Let’s see briefly what happened last week, with a not so busy economic calendar. The main event of the week was the non farm payrolls release, which was close to markets forecasts and therefore it was not enough to spark a new wave of dollar sales.

EUR/USD printed a new monthly low at 1.4520 but the move didn’t find any more interest and soon it retraced back above 1.46 where it closed Friday evening.

The other important events of the week were the BOE and ECB rate decisions. Although initially the forecasts wanted BOE to leave rates unchanged, the very fact that Halifax House prices printed a very low number, combined with further negative data from the UK economy, made the bank rethink their policy and therefore having to cut rates instead. The immediate reaction by the markets was panic followed by a complete pound sell off all across the board with GBP/USD falling near the 2.0100 level.

However, as all investors priced in a potential rate cut, when the news hit the wires, pound made a comeback and was moving up towards 2.0300 where it closed Friday night.

Although Trichet left rates unchanged, markets were a bit surprised by his hawkish tone, as he basically said that the bank will continue monitoring the inflation which they fear is getting higher and higher!

This week we have a very busy economic calendar out of the US and Europe. It will be very interesting to see how the market will react tomorrow after the Fed decision, after all the hype that’s been built over the last few weeks. Many analysts believe that Fed will cut tomorrow by 25 points but will keep its hawkish tone regarding inflationary risks, due to the fact that dollar is already suffering and oil is near record levels once again. Whatever the outcome, we are likely to see a lot of volatility before and after the announcement with traders trying to position themselves.

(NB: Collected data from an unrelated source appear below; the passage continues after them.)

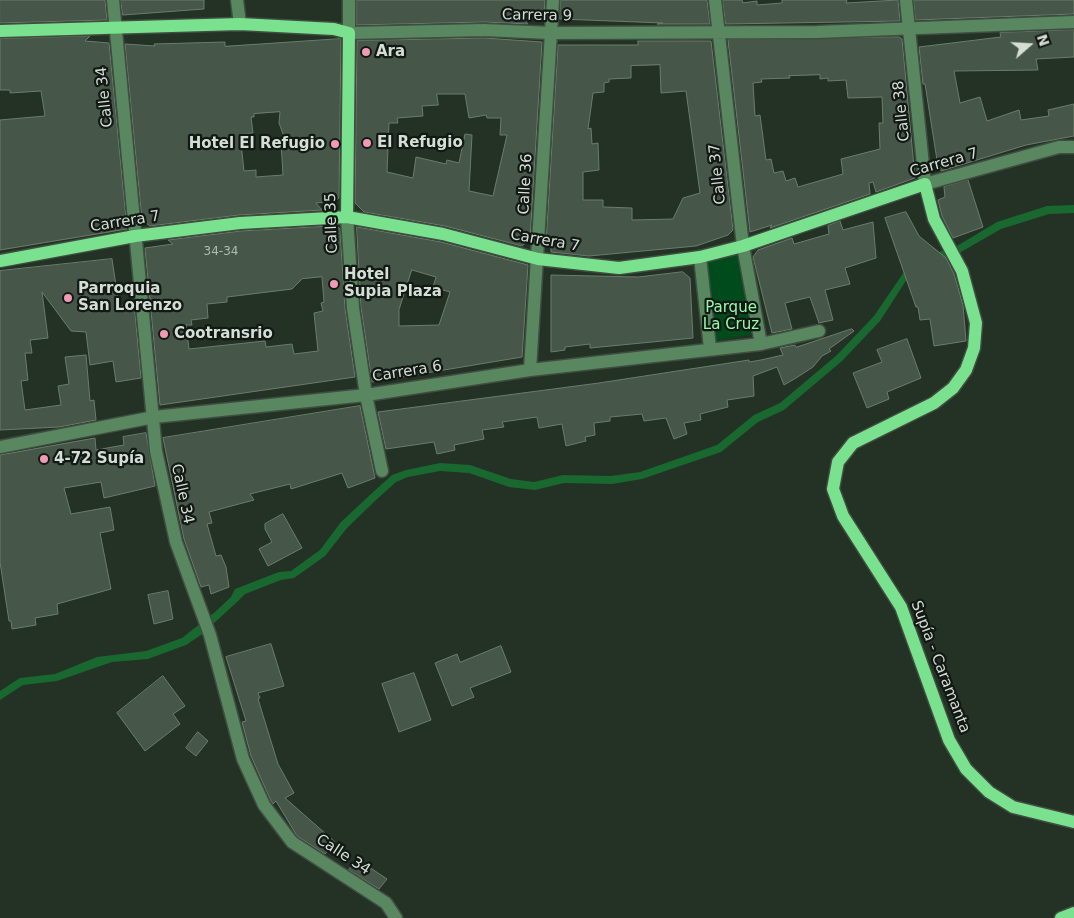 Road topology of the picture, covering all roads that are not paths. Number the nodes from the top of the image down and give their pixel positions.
1 (113, 0) edge
2 (237, 0) edge
3 (349, 0) edge
4 (553, 0) edge
5 (715, 0) edge
6 (906, 0) edge
7 (1074, 22) edge
8 (240, 24) junction
9 (114, 26) junction
10 (909, 27) junction
11 (0, 31) edge
12 (349, 33) junction
13 (551, 33) junction
14 (719, 33) junction
15 (1074, 147) edge
16 (925, 184) junction
17 (347, 216) junction
18 (135, 236) junction
19 (743, 246) junction
20 (700, 257) junction
21 (538, 259) junction
22 (0, 261) edge
23 (962, 271) joint
24 (819, 331) dead end
25 (761, 344) junction
26 (710, 348) junction
27 (530, 370) junction
28 (366, 395) junction
29 (154, 417) junction
30 (0, 447) edge
31 (382, 471) dead end
32 (1074, 822) edge
33 (1074, 913) edge
34 (396, 918) edge
35 (1061, 918) edge

1 - 9 street, Calle 34
2 - 8 street
3 - 12 street, Calle 35
4 - 13 street, Calle 36
5 - 14 street, Calle 37
6 - 10 street, Calle 38
7 - 10 street, Carrera 9
8 - 9 main road, Carrera 9
8 - 12 main road, Carrera 9
9 - 11 main road, Carrera 9
9 - 18 street, Calle 34
10 - 14 street, Carrera 9
10 - 16 street, Calle 38
12 - 13 street, Carrera 9
12 - 17 main road, Calle 35
13 - 14 street, Carrera 9
13 - 21 street, Calle 36
14 - 19 street, Calle 37
15 - 16 street, Carrera 7
16 - 19 main road, Carrera 7
16 - 23 main road, Calle 38
17 - 18 main road, Carrera 7
17 - 21 main road, Carrera 7
17 - 28 street, Calle 35
18 - 22 main road, Carrera 7
18 - 29 street, Calle 34
19 - 20 main road, Carrera 7
19 - 25 street, Calle 37
20 - 21 main road, Carrera 7
20 - 26 street
21 - 27 street, Calle 36
23 - 32 main road, Supía - Caramanta
24 - 25 street, Carrera 6
25 - 26 street, Carrera 6
26 - 27 street, Carrera 6
27 - 28 street, Carrera 6
28 - 29 street, Carrera 6
28 - 31 street, Calle 35
29 - 30 street, Carrera 6
29 - 34 street, Calle 34
33 - 35 main road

Other news this week is: CPI and PPI out of the US, which will be monitored closely by the markets for future decisions on rates by the FED. Also we have Housing data today, with pending home sales, for more insight as to what is happening in the already suffering housing sector. Let’s not forget retails sales and trade balance later on in the week.

In addition we have CPI and PPI out of the UK which will be watched closely by the market as everyone starts to believe that further cuts are due next year.

EUR/USD is at very important levels at the moment as it is very close to either 1.48 or to a deeper correction back to 1.44. In the last two weeks all we have seen was dollar trying hard to correct its recent losses, with the pair breaking important support levels but retracing at a quicker pace.

This is not likely to continue this week, as the risk of tomorrow’s announcement coupled with the release of further negative economic data might drive EUR/USD higher. However, as long as the pair trading below 1.48 there are still hopes for a deeper correction, depending on this weeks economic releases. Lets face it, markets have already priced in a cut of 25pbs by the FED, therefore as long as Bernnake doesn’t surprise us i.e. 50 pbs cut or no cut, dollar will be more likely to consolidate further. Although a cut is always conceived negative for the greenback, this time we might see strength instead as traders might think that FED is taking steps against recession. Therefore, providing that other economic data help, EUR/USD might drop further towards 1.45. Don’t forget that already banks and investment houses are advising their clients to start buying the greenback for a possible reversal.

For sure it will be a very active week, watch out for any breakouts and new highs in the currencies and be aware of more financial crisis arising out of both US and Europe…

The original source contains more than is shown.